Alzheimer y hongos

¡Qué pesado soy con los hongos! ¿Verdad? Y tengo que serlo queridos/as lectores/as. Los hongos están involucrados como he dicho cientos de veces, en prácticamente casi todas las enfermedades. Que sean los culpables de todas no, lógicamente. Sin embargo siempre guardan alguna relación.

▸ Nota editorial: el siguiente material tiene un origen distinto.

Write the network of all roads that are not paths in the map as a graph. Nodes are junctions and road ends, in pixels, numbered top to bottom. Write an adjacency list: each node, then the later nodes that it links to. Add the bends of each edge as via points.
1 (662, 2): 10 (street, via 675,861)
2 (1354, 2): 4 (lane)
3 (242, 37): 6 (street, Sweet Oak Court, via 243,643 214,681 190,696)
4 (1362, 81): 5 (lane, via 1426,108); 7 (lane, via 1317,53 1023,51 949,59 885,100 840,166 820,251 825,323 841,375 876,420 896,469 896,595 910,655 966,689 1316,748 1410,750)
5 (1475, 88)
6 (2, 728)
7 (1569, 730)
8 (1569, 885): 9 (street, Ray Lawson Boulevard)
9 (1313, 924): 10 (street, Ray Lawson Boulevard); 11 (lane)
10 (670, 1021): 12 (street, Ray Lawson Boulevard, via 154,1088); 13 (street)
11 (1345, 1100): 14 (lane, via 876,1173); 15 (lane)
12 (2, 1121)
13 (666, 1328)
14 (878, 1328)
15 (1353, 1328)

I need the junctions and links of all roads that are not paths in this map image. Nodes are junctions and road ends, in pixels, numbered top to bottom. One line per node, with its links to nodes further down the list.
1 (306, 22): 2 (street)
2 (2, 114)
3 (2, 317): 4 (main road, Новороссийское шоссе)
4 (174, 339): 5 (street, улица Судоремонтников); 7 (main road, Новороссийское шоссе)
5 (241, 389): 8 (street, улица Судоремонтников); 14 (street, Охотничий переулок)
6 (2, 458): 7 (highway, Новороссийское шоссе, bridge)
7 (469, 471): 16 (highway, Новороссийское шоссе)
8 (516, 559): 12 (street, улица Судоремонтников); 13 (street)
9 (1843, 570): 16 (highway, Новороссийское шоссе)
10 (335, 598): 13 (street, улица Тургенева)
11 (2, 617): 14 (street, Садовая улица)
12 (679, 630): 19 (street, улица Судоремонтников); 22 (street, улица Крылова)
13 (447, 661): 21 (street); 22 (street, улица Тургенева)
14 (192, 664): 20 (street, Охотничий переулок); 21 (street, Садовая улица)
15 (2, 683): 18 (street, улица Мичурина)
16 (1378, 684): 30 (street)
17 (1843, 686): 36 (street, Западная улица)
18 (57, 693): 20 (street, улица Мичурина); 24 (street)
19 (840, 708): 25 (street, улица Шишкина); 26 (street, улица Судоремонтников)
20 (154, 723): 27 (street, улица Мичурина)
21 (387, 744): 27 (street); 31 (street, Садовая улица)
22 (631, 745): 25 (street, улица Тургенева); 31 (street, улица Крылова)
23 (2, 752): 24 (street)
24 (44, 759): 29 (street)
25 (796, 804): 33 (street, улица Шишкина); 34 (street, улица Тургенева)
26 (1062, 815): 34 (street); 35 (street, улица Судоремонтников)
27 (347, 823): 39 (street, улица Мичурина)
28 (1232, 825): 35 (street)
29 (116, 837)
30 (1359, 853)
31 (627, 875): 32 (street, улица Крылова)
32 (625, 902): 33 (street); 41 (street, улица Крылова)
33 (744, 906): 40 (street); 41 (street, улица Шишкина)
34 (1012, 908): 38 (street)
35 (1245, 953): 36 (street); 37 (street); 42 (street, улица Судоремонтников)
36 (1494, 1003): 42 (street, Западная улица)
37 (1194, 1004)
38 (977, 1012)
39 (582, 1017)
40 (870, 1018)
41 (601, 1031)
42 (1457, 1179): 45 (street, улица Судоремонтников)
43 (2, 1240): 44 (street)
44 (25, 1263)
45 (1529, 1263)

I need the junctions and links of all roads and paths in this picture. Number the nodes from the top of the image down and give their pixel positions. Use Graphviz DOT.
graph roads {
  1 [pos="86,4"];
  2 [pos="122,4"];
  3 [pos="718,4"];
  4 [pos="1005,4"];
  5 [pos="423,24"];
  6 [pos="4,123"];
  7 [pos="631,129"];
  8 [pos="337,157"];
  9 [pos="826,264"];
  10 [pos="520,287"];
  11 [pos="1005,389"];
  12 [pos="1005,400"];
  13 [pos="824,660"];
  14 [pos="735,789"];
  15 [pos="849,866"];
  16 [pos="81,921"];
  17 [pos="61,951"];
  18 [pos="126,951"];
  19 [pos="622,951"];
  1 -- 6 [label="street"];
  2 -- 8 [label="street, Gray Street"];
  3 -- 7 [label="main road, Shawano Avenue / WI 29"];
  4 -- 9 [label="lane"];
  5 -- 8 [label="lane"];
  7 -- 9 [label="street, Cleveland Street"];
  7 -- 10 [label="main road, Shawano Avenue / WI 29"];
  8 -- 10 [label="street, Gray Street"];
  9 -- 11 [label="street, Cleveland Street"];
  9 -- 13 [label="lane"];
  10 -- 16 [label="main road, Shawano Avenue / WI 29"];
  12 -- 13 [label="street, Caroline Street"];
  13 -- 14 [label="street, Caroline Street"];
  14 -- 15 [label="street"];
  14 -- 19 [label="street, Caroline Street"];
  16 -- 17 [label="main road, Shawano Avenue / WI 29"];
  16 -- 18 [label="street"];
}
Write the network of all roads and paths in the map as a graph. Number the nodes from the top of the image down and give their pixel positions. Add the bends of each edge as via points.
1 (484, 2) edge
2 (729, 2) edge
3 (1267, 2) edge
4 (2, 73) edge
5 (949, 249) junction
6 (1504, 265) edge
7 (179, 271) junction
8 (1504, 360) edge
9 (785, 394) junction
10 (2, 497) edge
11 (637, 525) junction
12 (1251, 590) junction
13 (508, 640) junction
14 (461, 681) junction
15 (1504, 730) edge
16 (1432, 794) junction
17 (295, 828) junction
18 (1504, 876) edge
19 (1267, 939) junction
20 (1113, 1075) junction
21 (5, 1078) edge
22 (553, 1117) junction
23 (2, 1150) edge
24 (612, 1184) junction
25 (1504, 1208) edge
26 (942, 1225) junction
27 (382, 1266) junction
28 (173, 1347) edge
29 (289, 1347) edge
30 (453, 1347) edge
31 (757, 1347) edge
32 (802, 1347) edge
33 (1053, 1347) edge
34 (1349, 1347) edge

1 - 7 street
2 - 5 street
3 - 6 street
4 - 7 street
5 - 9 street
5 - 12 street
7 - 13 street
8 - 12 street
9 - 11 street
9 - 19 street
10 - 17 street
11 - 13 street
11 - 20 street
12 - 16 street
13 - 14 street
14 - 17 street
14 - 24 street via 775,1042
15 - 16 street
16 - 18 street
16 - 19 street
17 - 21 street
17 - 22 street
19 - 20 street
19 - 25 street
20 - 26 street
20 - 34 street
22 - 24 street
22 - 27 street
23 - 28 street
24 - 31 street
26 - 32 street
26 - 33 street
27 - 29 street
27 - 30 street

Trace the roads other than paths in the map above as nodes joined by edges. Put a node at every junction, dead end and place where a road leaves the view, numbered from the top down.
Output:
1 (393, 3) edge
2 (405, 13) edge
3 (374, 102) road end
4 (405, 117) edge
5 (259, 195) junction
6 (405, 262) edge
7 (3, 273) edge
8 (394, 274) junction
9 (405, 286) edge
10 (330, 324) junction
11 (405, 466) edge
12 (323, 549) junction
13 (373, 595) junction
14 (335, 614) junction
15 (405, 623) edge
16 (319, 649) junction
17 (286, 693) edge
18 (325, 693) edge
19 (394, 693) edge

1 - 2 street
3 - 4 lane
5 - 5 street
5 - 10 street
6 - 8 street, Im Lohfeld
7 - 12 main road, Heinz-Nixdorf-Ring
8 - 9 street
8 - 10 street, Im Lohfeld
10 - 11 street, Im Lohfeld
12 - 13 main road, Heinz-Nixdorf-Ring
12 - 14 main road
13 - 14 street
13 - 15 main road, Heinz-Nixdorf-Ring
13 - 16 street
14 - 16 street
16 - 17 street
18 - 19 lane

En este artículo hablaremos de la relación, valga la redundancia, que tienen los hongos con la aparición de enfermedades degenerativas, especialmente del alzheimer.

De este tema se habló hará unos dos años, es más, provocó cierta controversia en algunos especialistas en psicología y genética, que se piensan que todo tiene que ver con los genes y la edad. No señor, los hongos están ahí, al igual que las bacterias, la falta de vitaminas, de ejercicio o una simple crisis nerviosa cronificada en el tiempo. Perfectamente puede favorecer la aparición del alzheimer.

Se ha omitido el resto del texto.